Revelation of the Daleks

revelationHe was resting on a kind of dais and his casing was made of glass. Inside, I could see the same sort of repulsive creature that the Doctor and I had taken out of the machine and wrapped in the cloak. The Dalek looked totally evil, sitting on a tiny seat with two squat legs not quite reaching the floor.

That quote comes from the novelisation of the first Dalek story, a magnificent book by David Whitaker that deviates quite significantly from Terry Nation’s original scripts.  That glass Dalek lived in the imagination, and finally we get to see one on screen in Revelation of the Daleks.  Bad idea.

Looking at the original Dalek story and then reading the novelisation is a masterclass in the difference between television and fiction.  What works in one medium doesn’t necessarily work in the other.  In the television version we get just a clawed hand as our only glimpse of the Dalek mutant.  The rest is up to us to conjure up in our minds.  In the book we get the whole mutant visible through a glass Dalek.  That’s a striking image, but it’s one that again simply lives in our imagination due to the nature of the medium.  We can’t actually see it on a screen.

Revelation of the Daleks takes that image, puts it on our television screen, and uses it as an opportunity to show a human being converted into a Dalek, and it’s nasty: graphic body horror right there on television, in a family show at half past five in the evening.  Eric Saward continues his fascination with morbidly dwelling on horror and violence in Doctor Who, with stabbings, dismembering, and the aforementioned victim in a glass Dalek put out of his misery.  Just about every character in the story is unpleasant, with the possible exception of Orcini, who is our stand-in hero while the Doctor does nothing much of any importance, and just about everyone ends up dead.  This is the last Eric Saward story, and frankly good riddance.
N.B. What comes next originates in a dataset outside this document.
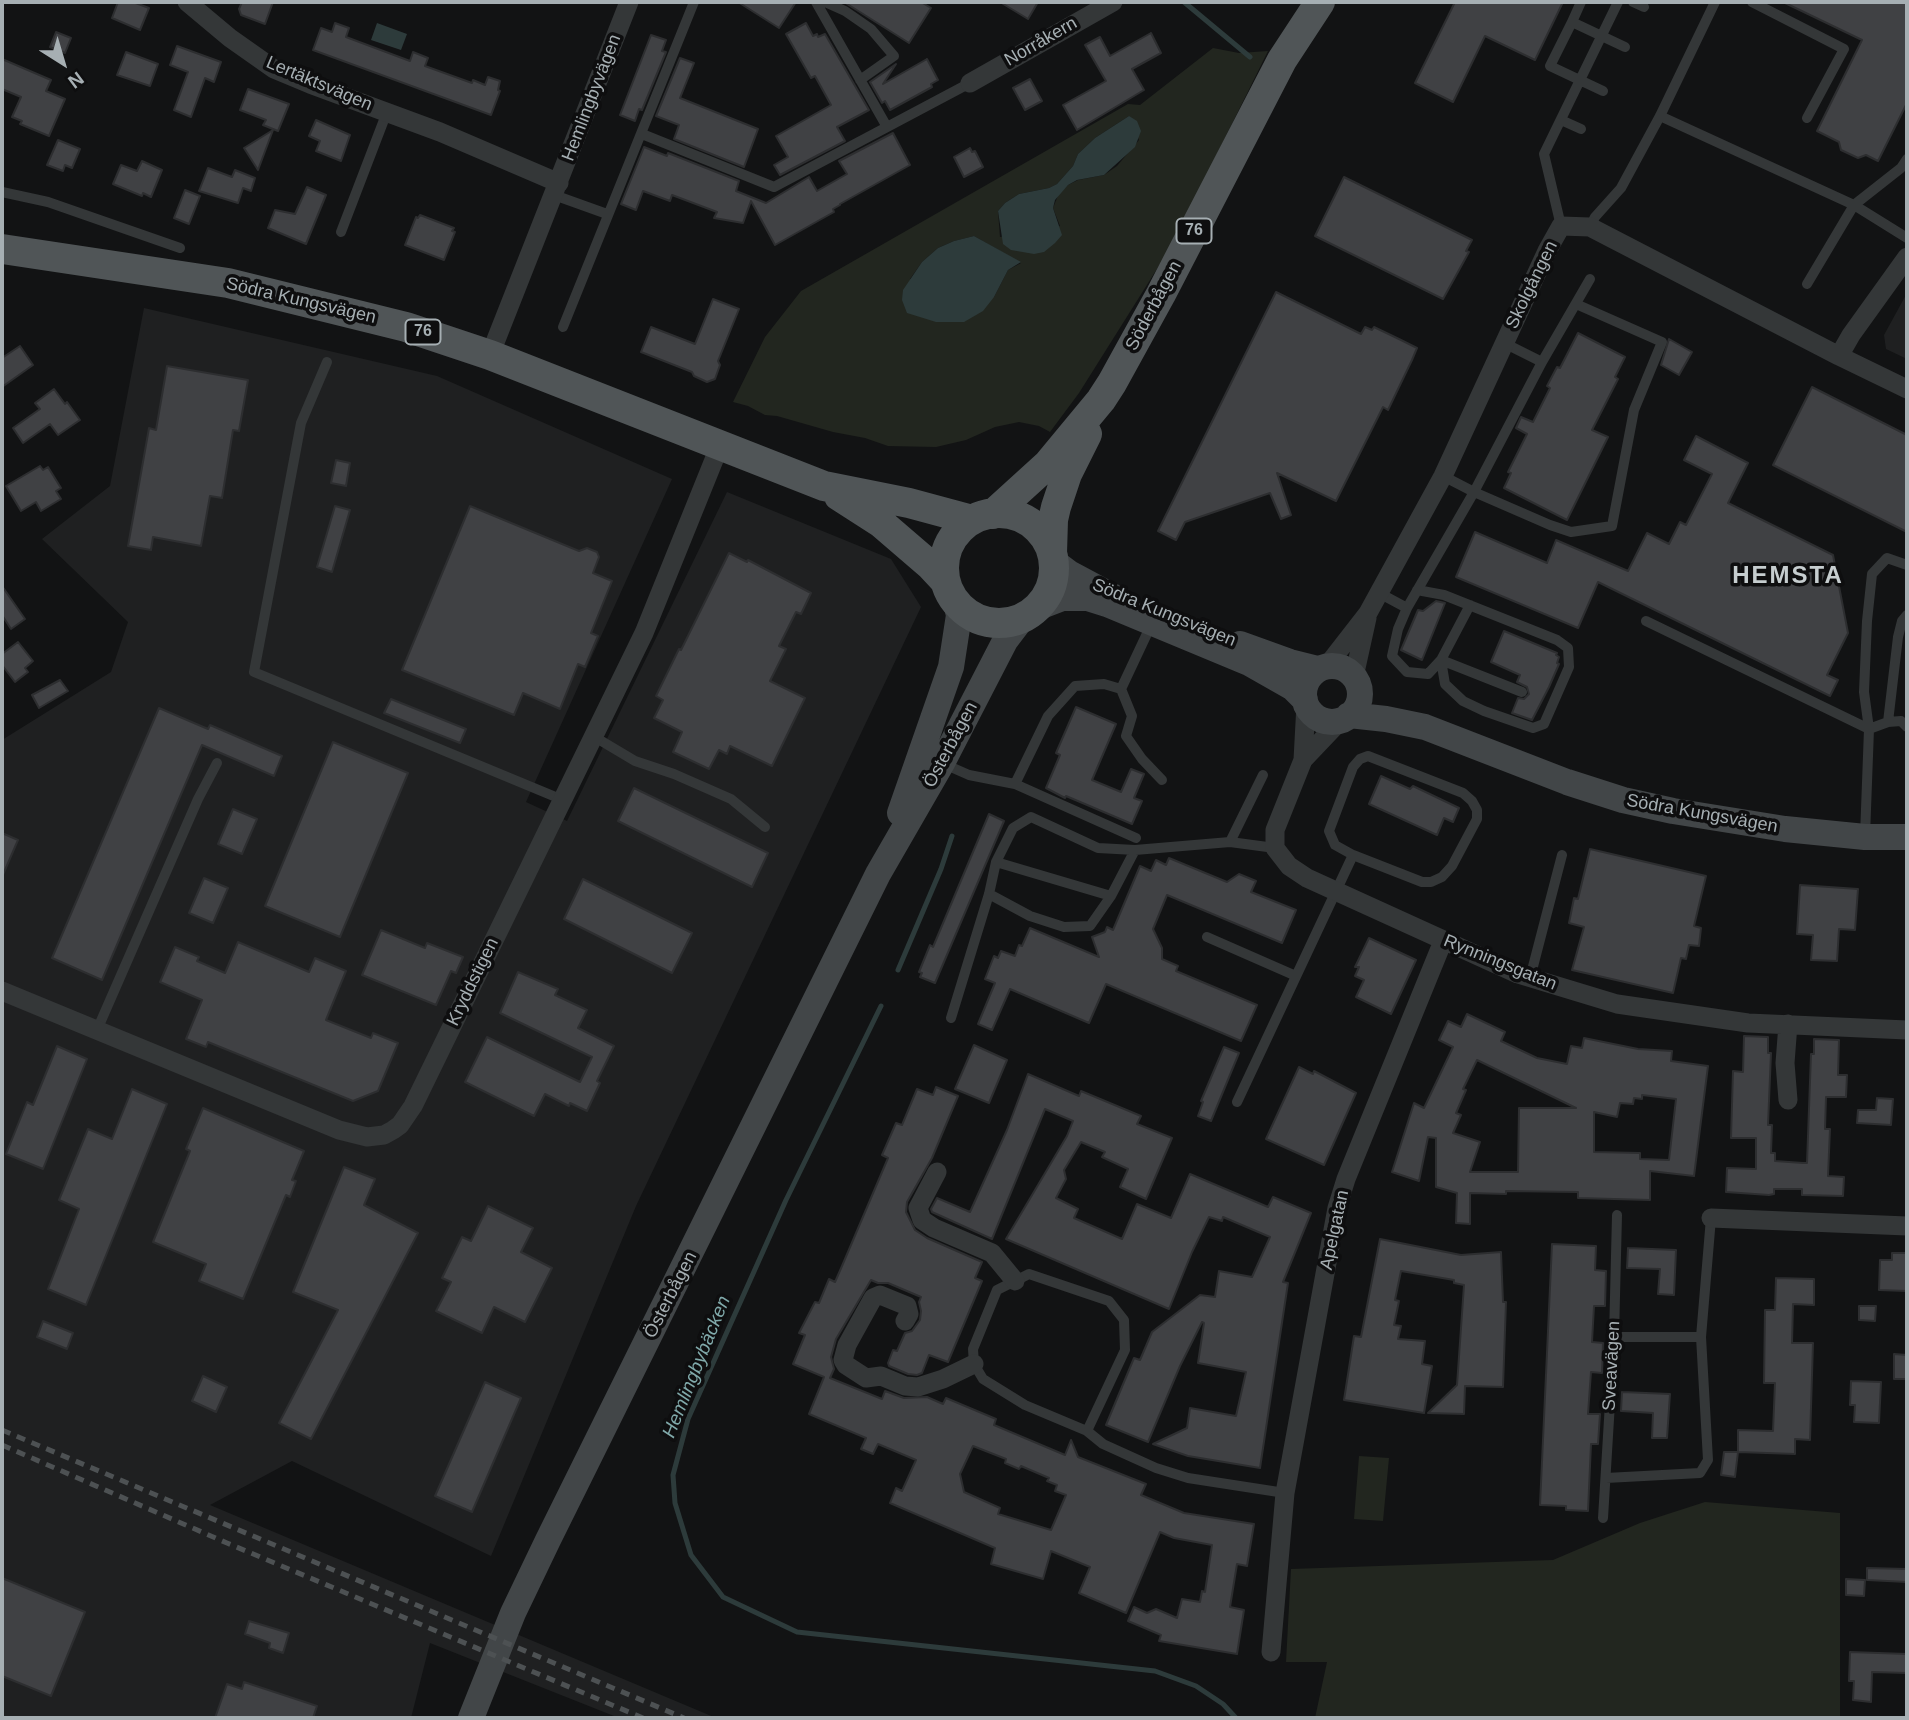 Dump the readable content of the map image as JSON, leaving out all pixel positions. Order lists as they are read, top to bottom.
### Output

That said, this is a popular story, so surely it must have something going for it?  Following on from Timelash, a story that tried to play everything by the book and go down the traditional Doctor Who story route, I can see why this was much more well-received.  It is the opposite of what Doctor Who normally does.  There are multiple plot threads that barely intersect, like a soap opera format.  The Doctor and Peri spend over half the story wandering around not doing much, but those scenes are actually quite compelling, particularly the giant gravestone (a pity it’s polystyrene) that denotes the Doctor’s possible arrival at his grave.

DOCTOR: No, I’ve arrived in my own future and I’m dead.
PERI: You can’t be.
DOCTOR: Look at it this way. If I were to take you back to Earth after you had died, it would be possible for you to see your own gravestone.

He has a point, and it’s something new that Doctor Who has not attempted before.  The Doctor might be an incredible being, but presumably he must meet his end eventually.  Doctor Who will play with this idea again, and it might be a red herring but it’s still a big moment.

The problem is that Saward is clearly much more interested in his own characters than the Doctor or Peri, and that shows.  In fact, he seems to actively dislike them.  There is a distasteful little parallel going on between them and Tasambeker and Jobel, both warped kinds of abusive relationships.  Compare these two quotes:

DOCTOR: Drop you? I’ll be lucky if I can lift you, the amount you weigh.
PERI: Oh, watch it, porky.

and

TASAMBEKER: To think I almost threw up everything for a fat, bald egotist like you!
JOBEL: Fat? Me fat? My figure is the height of fashion!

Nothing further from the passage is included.